%%

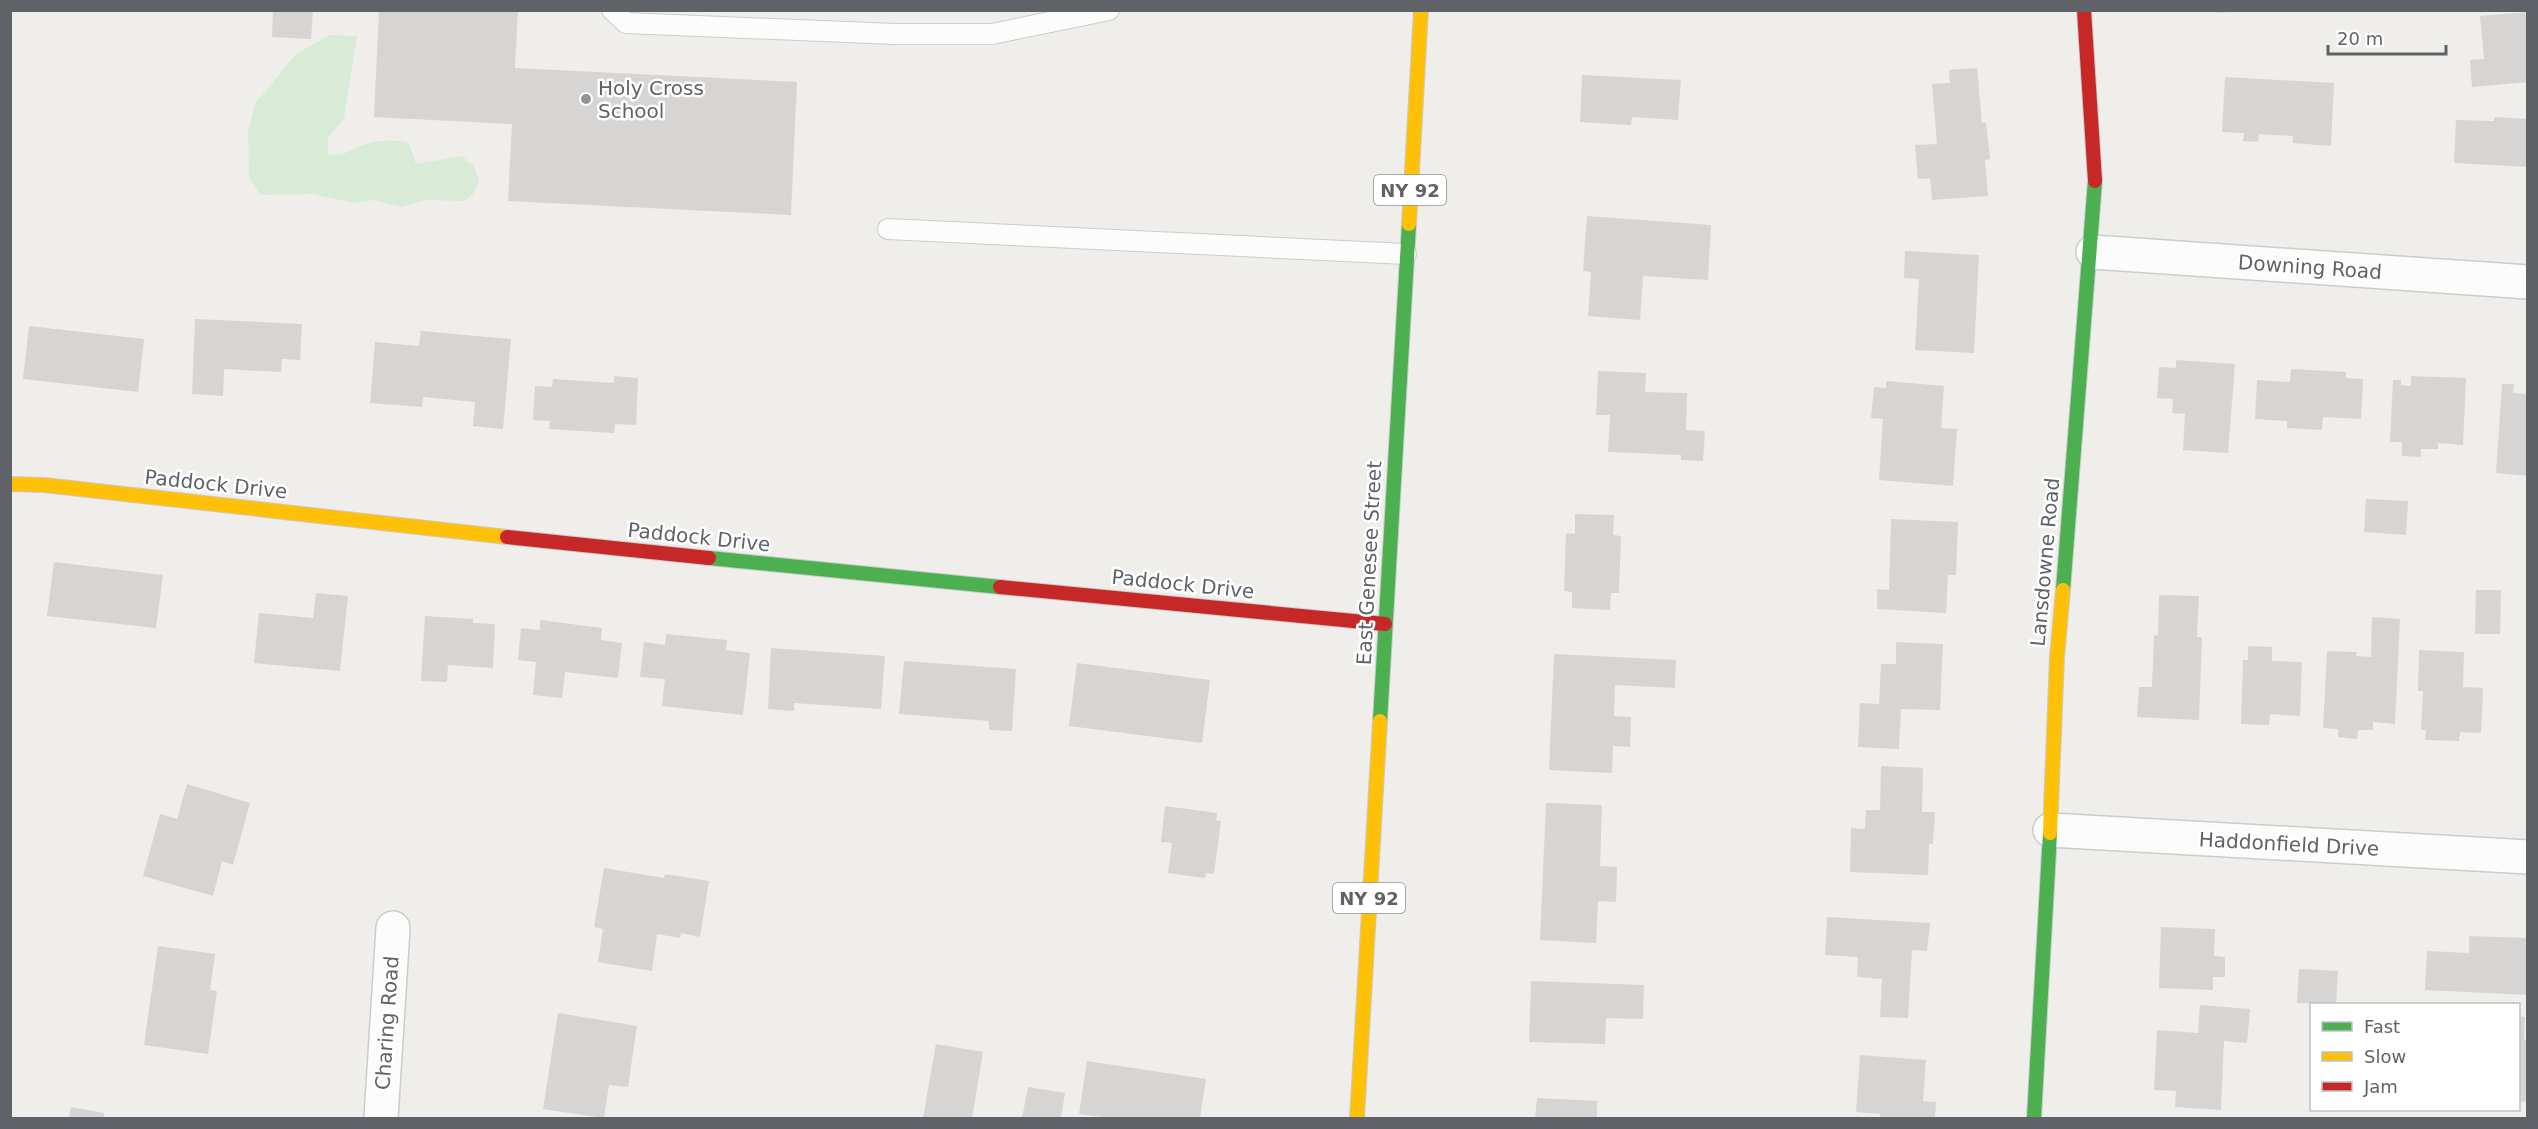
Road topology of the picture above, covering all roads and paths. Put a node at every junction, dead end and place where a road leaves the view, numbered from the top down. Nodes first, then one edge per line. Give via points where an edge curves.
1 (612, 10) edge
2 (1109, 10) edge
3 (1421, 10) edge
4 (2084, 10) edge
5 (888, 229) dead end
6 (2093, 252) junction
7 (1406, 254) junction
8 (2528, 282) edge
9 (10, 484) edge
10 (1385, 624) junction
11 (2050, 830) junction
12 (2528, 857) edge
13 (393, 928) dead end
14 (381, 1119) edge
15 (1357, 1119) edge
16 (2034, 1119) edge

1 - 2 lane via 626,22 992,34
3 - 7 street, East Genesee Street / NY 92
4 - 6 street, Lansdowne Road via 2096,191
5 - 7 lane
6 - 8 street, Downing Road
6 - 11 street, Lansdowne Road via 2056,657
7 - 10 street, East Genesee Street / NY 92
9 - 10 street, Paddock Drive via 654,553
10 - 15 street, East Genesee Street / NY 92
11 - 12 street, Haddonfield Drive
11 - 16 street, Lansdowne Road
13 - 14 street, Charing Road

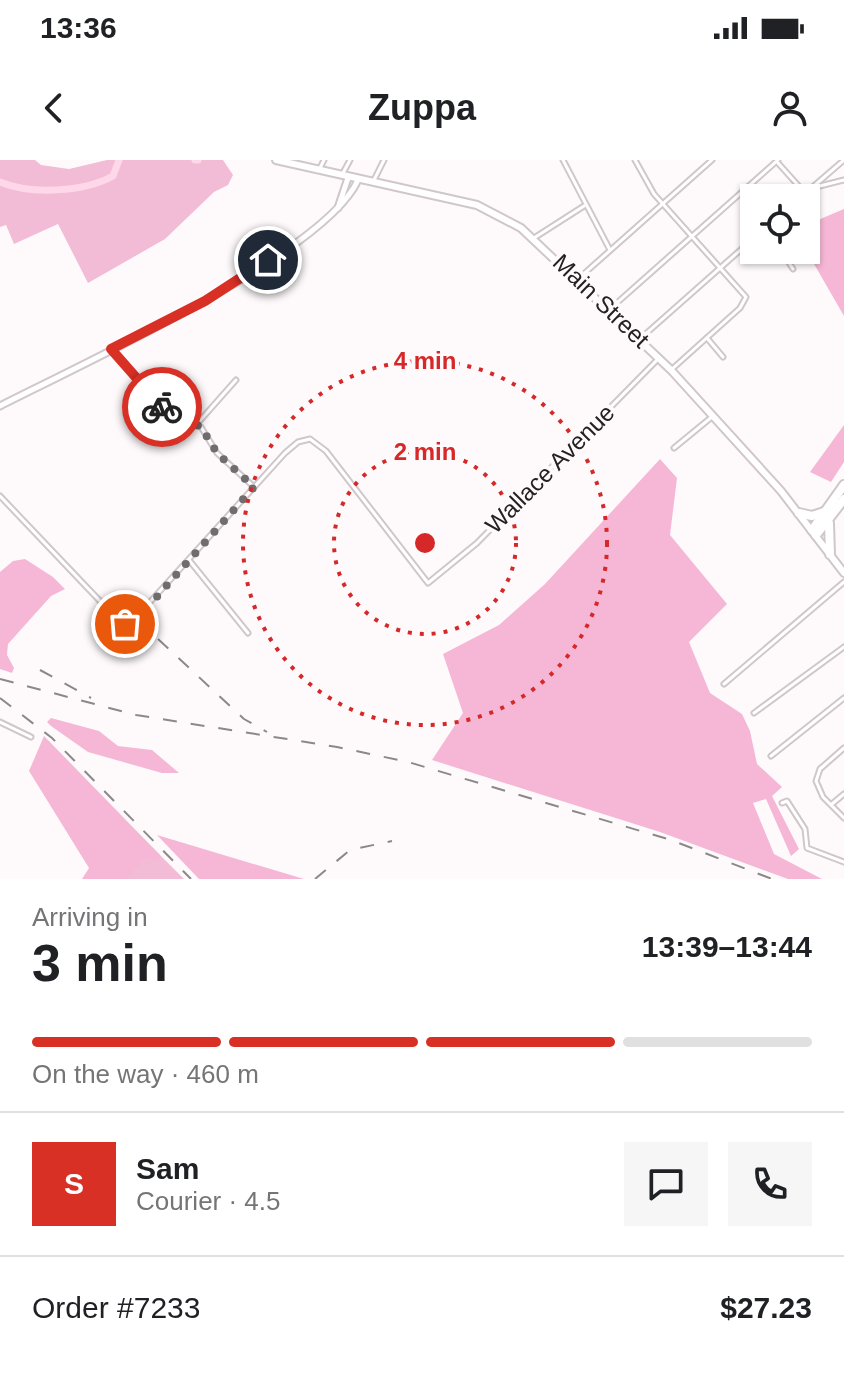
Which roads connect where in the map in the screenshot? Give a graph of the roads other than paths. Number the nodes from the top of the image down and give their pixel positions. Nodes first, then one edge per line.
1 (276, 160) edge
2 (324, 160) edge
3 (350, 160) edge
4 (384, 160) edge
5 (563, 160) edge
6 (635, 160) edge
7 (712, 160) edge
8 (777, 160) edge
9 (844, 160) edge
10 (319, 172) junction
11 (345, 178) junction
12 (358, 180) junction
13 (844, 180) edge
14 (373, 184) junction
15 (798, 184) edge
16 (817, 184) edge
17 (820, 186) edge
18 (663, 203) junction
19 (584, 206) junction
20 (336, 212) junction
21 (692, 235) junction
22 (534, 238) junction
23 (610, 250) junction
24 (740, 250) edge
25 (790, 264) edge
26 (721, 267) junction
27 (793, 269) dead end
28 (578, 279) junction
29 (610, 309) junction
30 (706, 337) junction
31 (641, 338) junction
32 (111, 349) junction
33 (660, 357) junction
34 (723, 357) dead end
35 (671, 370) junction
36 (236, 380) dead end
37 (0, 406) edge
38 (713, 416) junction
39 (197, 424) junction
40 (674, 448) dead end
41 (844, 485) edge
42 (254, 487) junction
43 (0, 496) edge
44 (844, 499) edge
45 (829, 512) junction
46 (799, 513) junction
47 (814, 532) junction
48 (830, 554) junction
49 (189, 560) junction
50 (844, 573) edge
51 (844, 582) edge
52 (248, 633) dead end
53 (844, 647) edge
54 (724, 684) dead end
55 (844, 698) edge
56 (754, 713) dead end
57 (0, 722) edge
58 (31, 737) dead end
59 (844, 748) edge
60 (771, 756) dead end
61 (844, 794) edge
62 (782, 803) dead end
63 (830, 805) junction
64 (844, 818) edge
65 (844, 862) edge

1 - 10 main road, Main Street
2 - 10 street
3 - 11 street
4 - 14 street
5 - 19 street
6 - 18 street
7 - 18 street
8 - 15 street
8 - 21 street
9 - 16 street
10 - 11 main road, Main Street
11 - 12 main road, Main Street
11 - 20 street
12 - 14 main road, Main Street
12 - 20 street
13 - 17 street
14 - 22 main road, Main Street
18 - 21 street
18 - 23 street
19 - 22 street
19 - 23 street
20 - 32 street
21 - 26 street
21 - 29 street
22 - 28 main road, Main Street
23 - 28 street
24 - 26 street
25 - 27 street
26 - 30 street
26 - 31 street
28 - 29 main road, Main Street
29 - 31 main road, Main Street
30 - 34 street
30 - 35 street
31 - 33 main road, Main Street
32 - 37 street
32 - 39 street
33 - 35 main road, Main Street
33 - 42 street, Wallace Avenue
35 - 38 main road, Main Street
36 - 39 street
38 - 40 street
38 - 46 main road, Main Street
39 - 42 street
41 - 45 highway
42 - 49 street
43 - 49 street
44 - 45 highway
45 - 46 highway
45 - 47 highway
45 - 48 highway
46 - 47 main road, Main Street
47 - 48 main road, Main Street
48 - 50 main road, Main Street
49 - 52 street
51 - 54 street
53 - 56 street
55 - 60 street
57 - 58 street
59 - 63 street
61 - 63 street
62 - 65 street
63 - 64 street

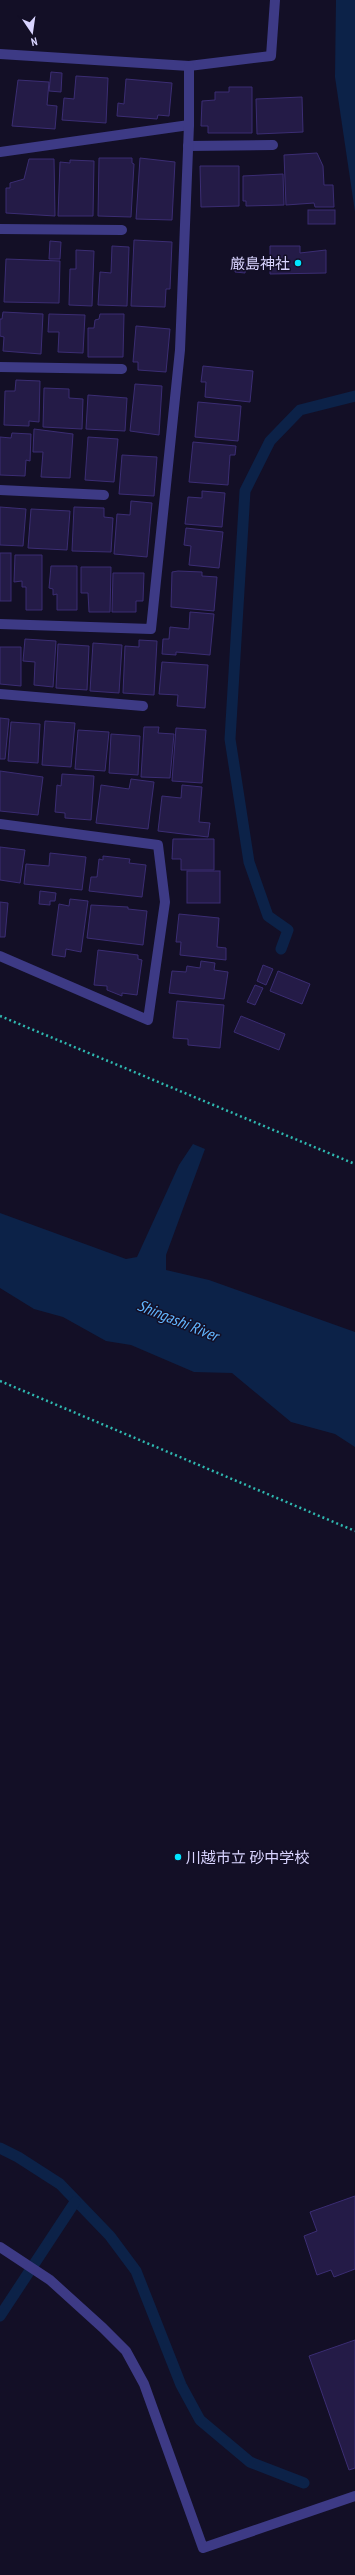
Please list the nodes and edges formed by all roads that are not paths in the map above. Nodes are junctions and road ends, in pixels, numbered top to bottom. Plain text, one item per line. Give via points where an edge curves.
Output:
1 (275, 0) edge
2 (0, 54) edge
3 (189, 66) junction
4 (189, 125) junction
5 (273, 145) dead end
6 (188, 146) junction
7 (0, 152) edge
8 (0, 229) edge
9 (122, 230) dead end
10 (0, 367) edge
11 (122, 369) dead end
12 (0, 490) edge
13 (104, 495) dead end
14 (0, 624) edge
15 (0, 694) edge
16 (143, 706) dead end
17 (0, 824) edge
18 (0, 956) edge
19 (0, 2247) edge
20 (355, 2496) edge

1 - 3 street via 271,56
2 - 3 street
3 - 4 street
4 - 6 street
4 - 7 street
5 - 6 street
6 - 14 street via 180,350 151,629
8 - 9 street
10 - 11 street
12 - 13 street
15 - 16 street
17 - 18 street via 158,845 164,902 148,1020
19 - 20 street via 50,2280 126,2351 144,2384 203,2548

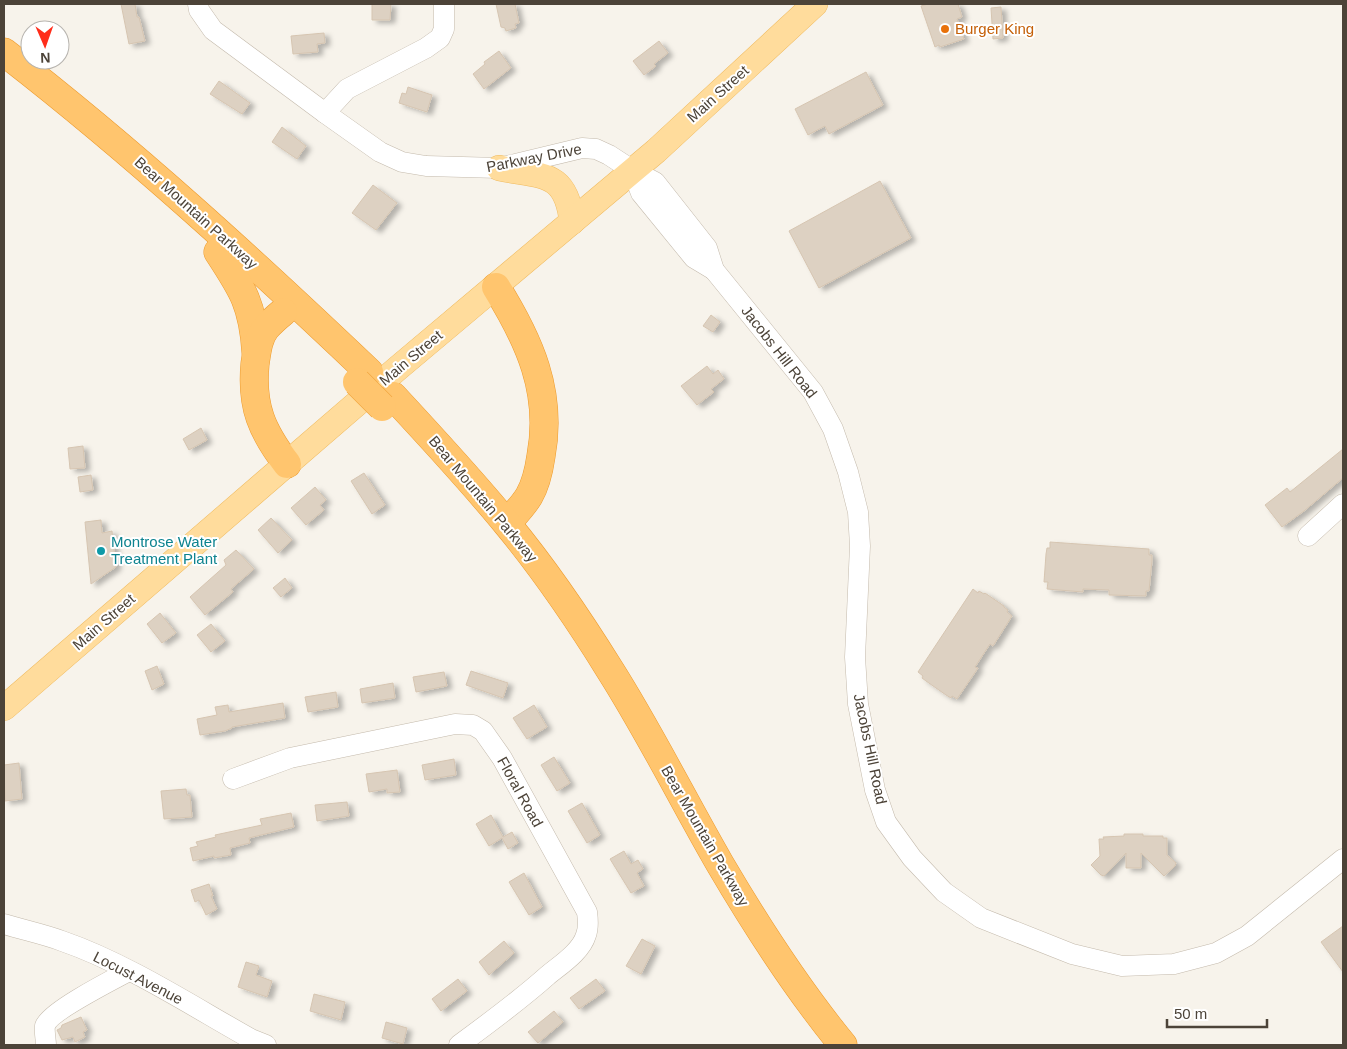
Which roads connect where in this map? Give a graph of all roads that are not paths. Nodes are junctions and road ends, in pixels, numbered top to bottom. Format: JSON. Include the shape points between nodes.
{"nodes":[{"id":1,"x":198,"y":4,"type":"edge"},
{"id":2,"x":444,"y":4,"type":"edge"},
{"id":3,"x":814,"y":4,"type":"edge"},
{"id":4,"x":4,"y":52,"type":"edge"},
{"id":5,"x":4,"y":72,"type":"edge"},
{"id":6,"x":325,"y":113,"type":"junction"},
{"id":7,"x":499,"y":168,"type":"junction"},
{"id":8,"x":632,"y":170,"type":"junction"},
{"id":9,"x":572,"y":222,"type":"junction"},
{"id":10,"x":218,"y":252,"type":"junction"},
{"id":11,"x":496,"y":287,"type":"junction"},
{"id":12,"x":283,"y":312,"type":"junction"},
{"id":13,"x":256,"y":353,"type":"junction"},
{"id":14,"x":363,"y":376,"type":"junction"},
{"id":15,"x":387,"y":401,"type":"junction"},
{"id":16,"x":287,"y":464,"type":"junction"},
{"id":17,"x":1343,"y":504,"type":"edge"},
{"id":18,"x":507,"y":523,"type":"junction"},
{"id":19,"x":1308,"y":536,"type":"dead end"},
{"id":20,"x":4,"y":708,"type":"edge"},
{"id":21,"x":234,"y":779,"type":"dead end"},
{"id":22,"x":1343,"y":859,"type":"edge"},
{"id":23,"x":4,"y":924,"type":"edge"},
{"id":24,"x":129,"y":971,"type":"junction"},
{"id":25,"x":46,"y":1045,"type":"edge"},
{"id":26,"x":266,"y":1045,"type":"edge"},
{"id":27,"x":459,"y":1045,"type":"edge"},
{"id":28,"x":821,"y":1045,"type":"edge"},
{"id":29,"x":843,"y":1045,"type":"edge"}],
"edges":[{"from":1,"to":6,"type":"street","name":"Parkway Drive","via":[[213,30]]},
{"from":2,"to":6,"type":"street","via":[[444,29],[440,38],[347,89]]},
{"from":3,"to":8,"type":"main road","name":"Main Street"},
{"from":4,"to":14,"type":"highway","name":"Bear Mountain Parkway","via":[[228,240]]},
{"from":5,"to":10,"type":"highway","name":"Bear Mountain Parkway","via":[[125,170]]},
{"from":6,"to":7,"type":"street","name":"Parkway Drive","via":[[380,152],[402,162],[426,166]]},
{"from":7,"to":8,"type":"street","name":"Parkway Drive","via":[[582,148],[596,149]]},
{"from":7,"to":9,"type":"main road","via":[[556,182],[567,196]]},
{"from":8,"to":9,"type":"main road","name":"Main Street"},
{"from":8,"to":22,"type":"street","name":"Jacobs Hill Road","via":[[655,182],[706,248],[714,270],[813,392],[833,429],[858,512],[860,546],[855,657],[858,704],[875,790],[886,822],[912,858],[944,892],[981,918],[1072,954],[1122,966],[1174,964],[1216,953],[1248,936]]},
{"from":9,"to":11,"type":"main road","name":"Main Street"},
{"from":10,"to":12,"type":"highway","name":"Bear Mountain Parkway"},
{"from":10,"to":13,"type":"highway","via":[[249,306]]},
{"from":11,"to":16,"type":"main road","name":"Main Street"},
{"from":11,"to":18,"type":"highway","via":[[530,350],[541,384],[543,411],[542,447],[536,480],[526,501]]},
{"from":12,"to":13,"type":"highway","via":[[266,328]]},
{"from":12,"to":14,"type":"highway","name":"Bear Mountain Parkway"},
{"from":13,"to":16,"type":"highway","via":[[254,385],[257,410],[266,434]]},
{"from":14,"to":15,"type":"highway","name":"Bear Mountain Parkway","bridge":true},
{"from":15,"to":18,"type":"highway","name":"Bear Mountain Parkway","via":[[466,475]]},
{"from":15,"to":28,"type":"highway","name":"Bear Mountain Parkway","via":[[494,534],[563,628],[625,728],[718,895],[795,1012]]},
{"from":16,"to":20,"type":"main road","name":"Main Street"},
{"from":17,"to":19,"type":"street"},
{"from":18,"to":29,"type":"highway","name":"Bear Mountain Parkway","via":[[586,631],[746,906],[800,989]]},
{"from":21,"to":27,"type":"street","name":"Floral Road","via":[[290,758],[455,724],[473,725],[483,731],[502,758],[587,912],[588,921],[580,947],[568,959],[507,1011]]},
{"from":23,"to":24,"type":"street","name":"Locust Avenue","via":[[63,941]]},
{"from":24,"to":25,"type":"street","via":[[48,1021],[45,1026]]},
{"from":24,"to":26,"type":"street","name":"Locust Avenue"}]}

%%

**What you have to do**
How many lines in the data contain the string "Drive"? Respond with the number only.

**Answer**
5